(Items listed in a dataset)
---+---

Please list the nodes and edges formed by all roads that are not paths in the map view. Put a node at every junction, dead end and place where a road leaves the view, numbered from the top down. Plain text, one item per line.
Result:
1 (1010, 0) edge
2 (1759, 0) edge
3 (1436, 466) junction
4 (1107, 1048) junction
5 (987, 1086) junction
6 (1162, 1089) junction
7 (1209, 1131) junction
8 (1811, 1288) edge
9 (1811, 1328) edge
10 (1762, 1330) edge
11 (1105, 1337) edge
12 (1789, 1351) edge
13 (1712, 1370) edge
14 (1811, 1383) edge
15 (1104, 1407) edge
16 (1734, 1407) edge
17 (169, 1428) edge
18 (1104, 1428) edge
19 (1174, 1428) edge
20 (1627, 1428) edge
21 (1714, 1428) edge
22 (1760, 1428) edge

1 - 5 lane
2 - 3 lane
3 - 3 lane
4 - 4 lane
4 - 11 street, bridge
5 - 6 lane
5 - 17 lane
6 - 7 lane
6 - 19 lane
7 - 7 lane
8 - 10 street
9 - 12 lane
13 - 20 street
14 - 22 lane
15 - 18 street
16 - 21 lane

---+---

:: Work to be completed ::
Reproduce the entries above in full, precisely as written.

:: Task response ::
Please list the nodes and edges formed by all roads that are not paths in the map view. Put a node at every junction, dead end and place where a road leaves the view, numbered from the top down. Plain text, one item per line.
Result:
1 (1010, 0) edge
2 (1759, 0) edge
3 (1436, 466) junction
4 (1107, 1048) junction
5 (987, 1086) junction
6 (1162, 1089) junction
7 (1209, 1131) junction
8 (1811, 1288) edge
9 (1811, 1328) edge
10 (1762, 1330) edge
11 (1105, 1337) edge
12 (1789, 1351) edge
13 (1712, 1370) edge
14 (1811, 1383) edge
15 (1104, 1407) edge
16 (1734, 1407) edge
17 (169, 1428) edge
18 (1104, 1428) edge
19 (1174, 1428) edge
20 (1627, 1428) edge
21 (1714, 1428) edge
22 (1760, 1428) edge

1 - 5 lane
2 - 3 lane
3 - 3 lane
4 - 4 lane
4 - 11 street, bridge
5 - 6 lane
5 - 17 lane
6 - 7 lane
6 - 19 lane
7 - 7 lane
8 - 10 street
9 - 12 lane
13 - 20 street
14 - 22 lane
15 - 18 street
16 - 21 lane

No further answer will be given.